Terrain de Koldo | Le bureau du procureur n'a pas encore vu des indications pour impliquer Ábalos dans le complot des hydrocarbures Aldama mais met en garde contre les procédures en suspens

Le Procureur anti-corruption Il indique dans un récent rapport selon lequel aujourd'hui il n'y a aucune « indication minimale » qui permettent à l'ancien ministre José Luis Ábalos d'obtenir la licence d'opérateur d'hydrocarbures par Villafuel, la société clé du complot de fraude TVA dans des hydrocarbures qui fait l'objet d'une enquête devant la Cour nationale. Cependant, il souligne la procédure en cours contenue par le juge Santiago Pedraz début février dernier.

Le mémoire du bureau du procureur, auquel ce journal a eu accès, informe la demande d'accusations populaires, sous la direction de la diffusion, de sorte que le chef de la Cour centrale de l'instruction numéro 5 est inhibé en faveur du suprême En ce qui concerne les actions que Ábalos aurait pu faire pour favoriser les sociétés d'hydrocarbures sous l'orbite du commissaire Víctor de Aldama.

Sur ce point, le procureur Luis Pastor souligne que « en tout cas, finalement »ce doit être la chambre d'appel de la Cour nationale « qui doit évaluer Et apprécier une éventuelle inhibition en réponse aux indications disponibles, et à la vue de la procédure convenue « , puisque le juge Pedraz ne connaît toujours pas son résultat » et s'il existe des indications de l'intervention de M. Ábalos dans l'octroi de l'état de l'opérateur d'hydrocarbures qui, qui, qui En principe (…) cela ne semble pas très plausible« . Entre autres raisons, parce que ce permis a été obtenu plus d'un an après avoir cessé de ministre.

Procédures en attente

Pedraz s'est adressé il y a deux mois Ministère de la transition écologique et du défi démographique Pour contribuer le dossier traité pour l'enregistrement dans la liste des opérateurs de gros de produits pétroliers à Villafuel, la société principale a enquêté dans ces accusations. Il a également revendiqué la documentationn sur le contrôle suivi dans la Commission nationale des marchés et de la compétition À propos de cette entreprise. Sur le premier de ces permis, il a été maintenu de 2022 à sa cessation le 3 février.

Les accusations fondent leur demande d'inhibition partielle de cette cause au Suprême « Actions intéressantes et de gestion » du complot de Koldo dans lequel Ábalos aurait pu intervenir en faveur d'Aldama.

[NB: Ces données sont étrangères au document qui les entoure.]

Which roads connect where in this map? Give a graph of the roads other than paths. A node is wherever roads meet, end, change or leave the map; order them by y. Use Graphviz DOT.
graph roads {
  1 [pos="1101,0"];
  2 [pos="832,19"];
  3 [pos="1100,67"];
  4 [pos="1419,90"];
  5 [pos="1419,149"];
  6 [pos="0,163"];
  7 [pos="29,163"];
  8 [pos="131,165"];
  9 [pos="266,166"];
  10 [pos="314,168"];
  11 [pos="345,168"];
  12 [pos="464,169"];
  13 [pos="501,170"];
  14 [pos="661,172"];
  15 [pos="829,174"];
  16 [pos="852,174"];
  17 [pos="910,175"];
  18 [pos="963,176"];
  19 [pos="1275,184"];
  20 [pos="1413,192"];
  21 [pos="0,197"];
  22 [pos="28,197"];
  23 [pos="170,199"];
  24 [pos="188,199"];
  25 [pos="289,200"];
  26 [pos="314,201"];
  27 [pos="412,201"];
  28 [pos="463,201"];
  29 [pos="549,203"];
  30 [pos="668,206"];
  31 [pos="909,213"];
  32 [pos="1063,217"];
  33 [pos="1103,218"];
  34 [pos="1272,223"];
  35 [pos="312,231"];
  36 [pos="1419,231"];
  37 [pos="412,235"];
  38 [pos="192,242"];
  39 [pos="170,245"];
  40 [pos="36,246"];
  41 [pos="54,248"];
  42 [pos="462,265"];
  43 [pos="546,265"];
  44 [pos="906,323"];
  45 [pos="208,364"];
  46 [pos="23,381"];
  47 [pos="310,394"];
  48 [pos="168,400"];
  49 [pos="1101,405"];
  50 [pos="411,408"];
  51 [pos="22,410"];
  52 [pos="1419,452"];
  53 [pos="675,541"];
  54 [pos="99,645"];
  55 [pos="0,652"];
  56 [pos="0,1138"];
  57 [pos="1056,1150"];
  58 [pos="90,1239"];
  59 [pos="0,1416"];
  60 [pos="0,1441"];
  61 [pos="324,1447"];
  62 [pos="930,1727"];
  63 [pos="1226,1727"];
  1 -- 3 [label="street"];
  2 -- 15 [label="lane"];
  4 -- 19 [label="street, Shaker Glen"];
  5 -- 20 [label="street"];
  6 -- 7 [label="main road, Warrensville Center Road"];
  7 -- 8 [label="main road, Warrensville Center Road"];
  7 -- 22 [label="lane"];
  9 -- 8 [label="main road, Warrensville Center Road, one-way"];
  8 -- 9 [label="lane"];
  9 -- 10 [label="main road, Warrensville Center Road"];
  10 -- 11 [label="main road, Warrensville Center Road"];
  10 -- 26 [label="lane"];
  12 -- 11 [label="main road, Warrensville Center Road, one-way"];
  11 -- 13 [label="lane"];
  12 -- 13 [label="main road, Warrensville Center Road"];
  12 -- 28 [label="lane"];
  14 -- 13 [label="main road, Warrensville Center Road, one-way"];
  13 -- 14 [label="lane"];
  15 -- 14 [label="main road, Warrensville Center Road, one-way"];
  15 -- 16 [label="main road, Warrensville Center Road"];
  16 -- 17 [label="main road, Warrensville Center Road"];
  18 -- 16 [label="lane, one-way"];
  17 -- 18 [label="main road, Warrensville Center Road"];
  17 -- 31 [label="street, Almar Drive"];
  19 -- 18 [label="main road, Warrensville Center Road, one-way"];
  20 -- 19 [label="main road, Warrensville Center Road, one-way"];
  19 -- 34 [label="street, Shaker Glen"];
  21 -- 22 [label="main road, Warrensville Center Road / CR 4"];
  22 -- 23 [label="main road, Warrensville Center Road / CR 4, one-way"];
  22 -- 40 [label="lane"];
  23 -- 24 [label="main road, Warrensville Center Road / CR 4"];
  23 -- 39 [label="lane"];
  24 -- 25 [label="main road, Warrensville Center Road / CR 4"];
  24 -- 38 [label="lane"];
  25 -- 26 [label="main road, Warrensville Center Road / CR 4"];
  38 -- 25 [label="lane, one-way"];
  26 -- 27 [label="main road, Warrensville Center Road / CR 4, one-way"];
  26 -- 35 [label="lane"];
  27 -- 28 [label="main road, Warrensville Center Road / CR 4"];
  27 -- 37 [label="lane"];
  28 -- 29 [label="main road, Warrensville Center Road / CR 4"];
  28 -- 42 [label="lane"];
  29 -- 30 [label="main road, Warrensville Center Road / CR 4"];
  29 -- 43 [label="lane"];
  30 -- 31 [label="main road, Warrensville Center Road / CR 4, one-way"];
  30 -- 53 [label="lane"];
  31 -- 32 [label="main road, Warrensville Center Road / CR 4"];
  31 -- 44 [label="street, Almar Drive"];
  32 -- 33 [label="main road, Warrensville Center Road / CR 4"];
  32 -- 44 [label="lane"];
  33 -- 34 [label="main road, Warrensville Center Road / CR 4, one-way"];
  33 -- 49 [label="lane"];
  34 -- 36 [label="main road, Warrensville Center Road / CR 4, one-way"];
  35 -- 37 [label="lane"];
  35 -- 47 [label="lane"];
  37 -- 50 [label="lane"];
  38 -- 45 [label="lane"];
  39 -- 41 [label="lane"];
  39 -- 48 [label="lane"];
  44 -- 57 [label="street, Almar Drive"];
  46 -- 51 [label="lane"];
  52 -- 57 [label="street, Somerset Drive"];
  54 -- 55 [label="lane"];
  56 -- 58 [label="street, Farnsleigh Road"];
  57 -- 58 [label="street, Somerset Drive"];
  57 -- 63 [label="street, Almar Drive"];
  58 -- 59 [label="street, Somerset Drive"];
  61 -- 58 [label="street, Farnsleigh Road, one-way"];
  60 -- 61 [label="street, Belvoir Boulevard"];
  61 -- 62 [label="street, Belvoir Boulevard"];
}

Pour les accusations, dans ce cadre établi par le SupremeOmpra de l'alcaidesa Chalet dont bénéficient l'ancien ministre, Pour l'acquisition duquel la société a utilisé le temps géré par Leonor González Pano et que, selon l'UCO, est vraiment sous le contrôle de Claudio Rivas, le principal partenaire d'Adama dans le complot de la fraude TVA. Ils soupçonnent que cette opération a été effectuée pour les services fournis par Ábalos à ces entrepreneurs.

Possibilité, aucune indication

En fait, les rapports de l'unité d'exploitation centrale (UCO) de la garde civile, selon le bureau du procureur anti-corruption lui-même, soulignent que la question de la villa « pourrait être liée à la rationalisation de la concession de la licence de l'opérateur ». Cependant, le procureur souligne que « Par conséquent, c'est une possibilité, pas une indication de l'intervention » de l'ancien ministre dans l'action administrative concrète d'obtenir l'autorisation. Il ajoute également qu'il faut tenir compte de l'obtention du statut d'opérateur – septembre 2022 – il y a eu plus d'un an après l'achat de la villa, et lorsque Ábalos avait cessé de ministre depuis juillet 2021.

« Le fait d'avoir rassemblé, entre autres, les Claudio Rivas Ruiz-Capillas étudiés et María del Carmen Pano Sánchez (un autre des membres d'Aldama) au ministère de l'Industrie avec Juan Ignacio Díaz Bidart, chef du cabinet de la ministre de l'époque María Reyes Maroto Cela indique non plus l'intervention de M. Ábalos MECO dans de tels faits, se réunissant dans lequel si Koldo García a participé « , ajoute le procureur.